| 研究課題/領域番号 |
15K06743
|
|---|
| 研究機関 | 奈良県立医科大学 |
|---|
研究代表者 |
辰巳 晃子 奈良県立医科大学, 医学部, 准教授 (90208033)
|
|---|
| 研究分担者 |
森田 晶子 奈良県立医科大学, 医学部, 助教 (70647049)
和中 明生 奈良県立医科大学, 医学部, 教授 (90210989)
|
|---|
| 研究期間 (年度) |
2015-04-01 – 2018-03-31
|
| キーワード | アストロサイト / Olig2 / 大脳基底核 / パーキンソン病モデルマウス / オプトジェネティクス / アデノ随伴ウイルス |
|---|
| 研究実績の概要 |
成熟マウスの脳内において、転写因子Olig2由来のアストロサイトが多く存在する事をOlig2-creERノックインマウスを用いた系譜実験により明らかにした。このアストロサイトは脳部位特異的に局在しており、アストロサイトのサブポピュレーションを構成すると考えられる。そして生理的な条件下でマウスに運動負荷を与えて神経活動を活性化させると、大脳基底核回路を形成する淡蒼球においてこのアストロサイトはダイナミックに形態を変化させて複雑な構造に変化する事、さらに一定期間運動を停止するとその形態は元に戻る事を免疫電子顕微鏡学的手法により明らかした (Front Cell Neurosci. 2016 Jun 21;10:165)。これは神経活動とアストロサイトの活性化が密接に関連している事を強く示唆している。そこで人為的なアストロサイトの活性化が神経活動へ与える影響を検討する目的で、光遺伝学の手法を導入した。Olig2由来細胞がチャネルロドプシン(ChR2)を発現するマウスを作成し、光ファイバーを挿入して青色レーザー光を照射しOlig2由来のアストロサイトを光刺激する事を試みた。レーザー光の強度、照射頻度、時間を変化させて動物の行動の変化を詳細に解析した結果、アストロサイトの活性化がマウスの行動変化を惹起する可能性を見出している。更にチャネルロドプシンの発現を限局させる目的で、アデノ随伴ウイルスをOlig2-creERノックインマウスの目的脳部位に感染させる実験も並行して行っている。

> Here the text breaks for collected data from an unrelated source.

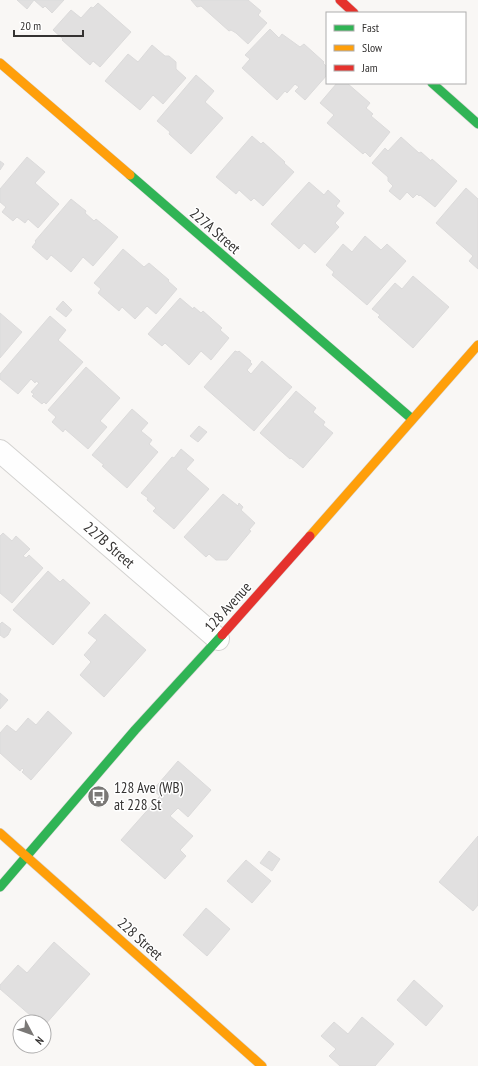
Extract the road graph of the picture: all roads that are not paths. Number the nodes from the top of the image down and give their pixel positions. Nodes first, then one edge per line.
1 (340, 0) edge
2 (353, 12) edge
3 (0, 63) edge
4 (433, 84) edge
5 (478, 124) edge
6 (478, 346) edge
7 (412, 419) junction
8 (0, 451) edge
9 (218, 639) junction
10 (0, 833) edge
11 (27, 857) junction
12 (0, 887) edge
13 (262, 1066) edge

1 - 2 street
3 - 7 street, 227A Street
4 - 5 street
6 - 7 street, 128 Avenue
7 - 9 street, 128 Avenue
8 - 9 street, 227B Street
9 - 11 street, 128 Avenue
10 - 11 street, 228 Street
11 - 12 street, 128 Avenue
11 - 13 street, 228 Street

大脳基底核の病態モデルとして、片側にドーパミン神経毒である6-OHDAを投与することによりパーキンソン病モデルマウスを作成した。このマウスは損傷側への回転運動を示すが、この部位でのアストロサイトの人為的操作により運動症状を改善できるかについて現在検討を行っている。
|
| 現在までの達成度 (区分) |
現在までの達成度 (区分)
3: やや遅れている
理由
アストロサイトの活性化がマウスの神経活動に変化を惹起する可能性を見出している点で研究成果がみられるが、個体差などがあるため慎重に再現性をとる必要がある。また6-OHDA投与による片側パーキンソン病モデルマウスは概ね安定して作成できている点で順調といえる。

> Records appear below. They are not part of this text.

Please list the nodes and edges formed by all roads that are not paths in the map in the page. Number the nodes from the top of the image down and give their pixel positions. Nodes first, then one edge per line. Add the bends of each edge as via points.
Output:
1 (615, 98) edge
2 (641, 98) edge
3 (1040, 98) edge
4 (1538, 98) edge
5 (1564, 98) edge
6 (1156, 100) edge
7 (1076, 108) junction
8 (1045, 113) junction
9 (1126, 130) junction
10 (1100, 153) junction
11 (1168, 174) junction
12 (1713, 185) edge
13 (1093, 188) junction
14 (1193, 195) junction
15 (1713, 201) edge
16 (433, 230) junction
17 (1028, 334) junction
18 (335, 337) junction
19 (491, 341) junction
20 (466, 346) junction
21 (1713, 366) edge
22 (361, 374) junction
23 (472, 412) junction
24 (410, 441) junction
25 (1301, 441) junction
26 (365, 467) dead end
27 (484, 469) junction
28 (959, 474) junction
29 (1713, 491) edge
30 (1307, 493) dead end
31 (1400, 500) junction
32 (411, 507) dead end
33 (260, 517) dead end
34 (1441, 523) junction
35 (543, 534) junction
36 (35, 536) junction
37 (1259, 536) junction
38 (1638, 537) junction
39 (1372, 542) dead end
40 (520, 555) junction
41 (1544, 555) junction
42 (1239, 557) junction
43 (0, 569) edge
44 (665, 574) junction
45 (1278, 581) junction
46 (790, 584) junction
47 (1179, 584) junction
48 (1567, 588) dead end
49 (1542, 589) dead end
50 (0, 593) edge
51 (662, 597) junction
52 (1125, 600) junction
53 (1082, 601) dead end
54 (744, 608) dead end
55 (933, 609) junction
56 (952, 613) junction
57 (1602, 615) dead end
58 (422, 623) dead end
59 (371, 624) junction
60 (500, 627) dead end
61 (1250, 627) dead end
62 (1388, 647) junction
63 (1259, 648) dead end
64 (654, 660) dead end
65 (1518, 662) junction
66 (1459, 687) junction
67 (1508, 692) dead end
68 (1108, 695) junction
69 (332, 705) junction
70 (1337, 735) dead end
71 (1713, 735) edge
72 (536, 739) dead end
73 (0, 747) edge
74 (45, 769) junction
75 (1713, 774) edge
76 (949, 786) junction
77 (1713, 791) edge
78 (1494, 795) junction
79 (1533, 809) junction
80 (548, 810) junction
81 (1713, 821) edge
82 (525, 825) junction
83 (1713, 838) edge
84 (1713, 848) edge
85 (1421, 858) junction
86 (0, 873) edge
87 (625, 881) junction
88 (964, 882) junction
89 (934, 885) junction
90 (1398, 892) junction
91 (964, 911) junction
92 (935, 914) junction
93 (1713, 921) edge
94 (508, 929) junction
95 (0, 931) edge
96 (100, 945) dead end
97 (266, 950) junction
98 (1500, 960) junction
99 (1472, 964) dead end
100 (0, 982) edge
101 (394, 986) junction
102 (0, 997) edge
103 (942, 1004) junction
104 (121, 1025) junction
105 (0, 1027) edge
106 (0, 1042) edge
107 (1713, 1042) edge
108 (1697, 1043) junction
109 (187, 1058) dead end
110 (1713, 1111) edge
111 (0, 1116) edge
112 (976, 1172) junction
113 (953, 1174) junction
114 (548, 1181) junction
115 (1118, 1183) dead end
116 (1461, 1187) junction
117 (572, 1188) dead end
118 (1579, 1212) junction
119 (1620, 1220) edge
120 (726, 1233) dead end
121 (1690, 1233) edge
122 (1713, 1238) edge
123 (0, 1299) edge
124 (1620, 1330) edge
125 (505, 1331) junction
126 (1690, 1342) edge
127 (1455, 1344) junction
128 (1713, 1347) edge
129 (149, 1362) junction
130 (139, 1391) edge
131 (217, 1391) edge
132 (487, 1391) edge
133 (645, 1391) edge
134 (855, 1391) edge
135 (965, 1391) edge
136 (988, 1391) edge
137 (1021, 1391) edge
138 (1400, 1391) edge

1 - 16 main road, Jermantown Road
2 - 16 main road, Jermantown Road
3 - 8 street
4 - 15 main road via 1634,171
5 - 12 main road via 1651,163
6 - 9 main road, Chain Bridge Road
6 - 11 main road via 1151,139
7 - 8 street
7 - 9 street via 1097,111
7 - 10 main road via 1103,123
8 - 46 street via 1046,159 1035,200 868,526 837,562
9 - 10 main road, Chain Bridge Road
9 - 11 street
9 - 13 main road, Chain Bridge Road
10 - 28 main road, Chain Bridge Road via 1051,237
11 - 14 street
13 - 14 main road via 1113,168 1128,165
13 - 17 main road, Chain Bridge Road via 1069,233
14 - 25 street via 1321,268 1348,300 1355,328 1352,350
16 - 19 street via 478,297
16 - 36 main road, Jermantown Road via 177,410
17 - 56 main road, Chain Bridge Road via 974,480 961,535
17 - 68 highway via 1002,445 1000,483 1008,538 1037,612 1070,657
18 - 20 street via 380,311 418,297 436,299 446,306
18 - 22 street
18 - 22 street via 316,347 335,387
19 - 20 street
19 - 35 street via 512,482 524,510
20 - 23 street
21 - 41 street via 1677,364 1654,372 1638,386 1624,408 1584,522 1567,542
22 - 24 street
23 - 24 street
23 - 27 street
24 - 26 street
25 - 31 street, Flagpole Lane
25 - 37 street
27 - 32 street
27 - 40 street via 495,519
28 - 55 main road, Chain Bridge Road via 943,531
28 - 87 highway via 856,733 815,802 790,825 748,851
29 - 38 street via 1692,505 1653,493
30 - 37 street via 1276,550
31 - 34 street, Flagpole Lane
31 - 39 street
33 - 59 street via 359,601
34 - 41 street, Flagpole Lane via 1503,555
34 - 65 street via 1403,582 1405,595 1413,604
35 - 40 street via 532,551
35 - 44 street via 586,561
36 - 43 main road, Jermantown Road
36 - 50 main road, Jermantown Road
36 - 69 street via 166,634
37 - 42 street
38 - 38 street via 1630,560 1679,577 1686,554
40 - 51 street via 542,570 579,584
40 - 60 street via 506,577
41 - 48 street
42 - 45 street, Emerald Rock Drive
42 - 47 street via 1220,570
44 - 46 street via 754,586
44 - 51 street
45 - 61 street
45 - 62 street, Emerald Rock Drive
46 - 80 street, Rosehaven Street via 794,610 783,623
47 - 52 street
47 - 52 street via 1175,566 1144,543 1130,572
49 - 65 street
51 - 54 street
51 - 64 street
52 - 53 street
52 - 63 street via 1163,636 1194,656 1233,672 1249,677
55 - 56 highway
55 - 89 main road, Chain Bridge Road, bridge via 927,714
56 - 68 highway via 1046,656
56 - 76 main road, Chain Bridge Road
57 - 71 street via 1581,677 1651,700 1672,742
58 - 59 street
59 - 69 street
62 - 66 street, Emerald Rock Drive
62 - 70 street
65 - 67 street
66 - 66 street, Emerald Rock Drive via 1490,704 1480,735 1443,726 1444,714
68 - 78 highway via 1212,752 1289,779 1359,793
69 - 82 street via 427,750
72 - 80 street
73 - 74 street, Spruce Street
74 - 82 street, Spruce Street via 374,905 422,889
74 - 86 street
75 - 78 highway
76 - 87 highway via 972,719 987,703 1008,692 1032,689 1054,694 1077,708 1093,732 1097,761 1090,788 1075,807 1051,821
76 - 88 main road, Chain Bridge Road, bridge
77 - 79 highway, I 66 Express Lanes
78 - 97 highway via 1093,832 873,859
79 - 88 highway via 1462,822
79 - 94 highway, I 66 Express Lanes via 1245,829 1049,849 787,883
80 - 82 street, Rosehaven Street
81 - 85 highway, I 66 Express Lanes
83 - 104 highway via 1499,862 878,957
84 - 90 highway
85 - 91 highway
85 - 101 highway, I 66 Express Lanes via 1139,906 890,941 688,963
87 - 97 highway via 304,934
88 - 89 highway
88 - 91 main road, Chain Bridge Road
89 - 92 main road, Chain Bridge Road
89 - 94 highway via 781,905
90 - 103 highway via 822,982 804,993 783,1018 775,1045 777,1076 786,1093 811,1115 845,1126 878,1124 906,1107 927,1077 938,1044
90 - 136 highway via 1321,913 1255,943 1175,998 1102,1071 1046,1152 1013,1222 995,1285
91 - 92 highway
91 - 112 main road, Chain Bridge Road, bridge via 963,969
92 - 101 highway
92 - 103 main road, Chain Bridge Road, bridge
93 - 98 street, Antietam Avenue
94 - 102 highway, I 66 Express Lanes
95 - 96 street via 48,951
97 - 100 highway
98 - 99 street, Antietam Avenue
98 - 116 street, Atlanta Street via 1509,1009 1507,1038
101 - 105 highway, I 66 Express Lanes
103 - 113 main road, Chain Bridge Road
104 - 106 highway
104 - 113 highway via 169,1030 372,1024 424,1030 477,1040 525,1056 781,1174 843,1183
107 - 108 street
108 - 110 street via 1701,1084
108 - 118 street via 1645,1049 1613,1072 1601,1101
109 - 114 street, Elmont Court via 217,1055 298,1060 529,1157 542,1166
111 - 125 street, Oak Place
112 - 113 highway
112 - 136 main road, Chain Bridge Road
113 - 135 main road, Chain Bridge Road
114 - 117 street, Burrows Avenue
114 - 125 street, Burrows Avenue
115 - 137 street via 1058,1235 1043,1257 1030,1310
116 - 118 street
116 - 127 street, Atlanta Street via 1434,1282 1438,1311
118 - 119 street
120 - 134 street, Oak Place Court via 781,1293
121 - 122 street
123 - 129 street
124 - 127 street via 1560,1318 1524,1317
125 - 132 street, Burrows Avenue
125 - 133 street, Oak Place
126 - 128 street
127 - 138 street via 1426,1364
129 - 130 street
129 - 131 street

しかし、Olig2由来のアストロサイトの人為的操作するターゲット部位を淡蒼球としていたが、パーキンソンモデルマウスの神経活動の詳細な検討の結果、大脳基底核の視床への最終出力核である中脳網様部(SNR)へターゲットを変更したため、オプトジェネティクス法による光刺激条件の検討などに時間を要した。またアデノ随伴ウイルス感染によりChR2の発現を限局化しようと試みているが、Olig2-creERノックインマウスへの感染効率が非常に悪く、タモキシフェン投与時期などの検討を行っているため、予定よりやや遅れている現状である。
|
| 今後の研究の推進方策 |
大筋は本課題の研究実施計画に従って研究を進める。
ChR2を発現するトランスジェニックマウスの使用を予定していたが、ChR2の発現をより限局化するためにアデノ随伴ウイルスの使用に変更する。この感染が思わしくない場合を考え、引き続きトランスジェニックマウスの使用を並行する。
光ファイバーを中脳網様部へ挿入することから、パーキンソンモデルマウス作成において6-OHDAの投与場所を中脳緻密部から内側前脳束に変更し脳の損傷を最小限に抑える。この作成方法は確立できているが、投与後のマウスの健康状態や行動変化、運動症状などの経時的なチェックが必要である。
|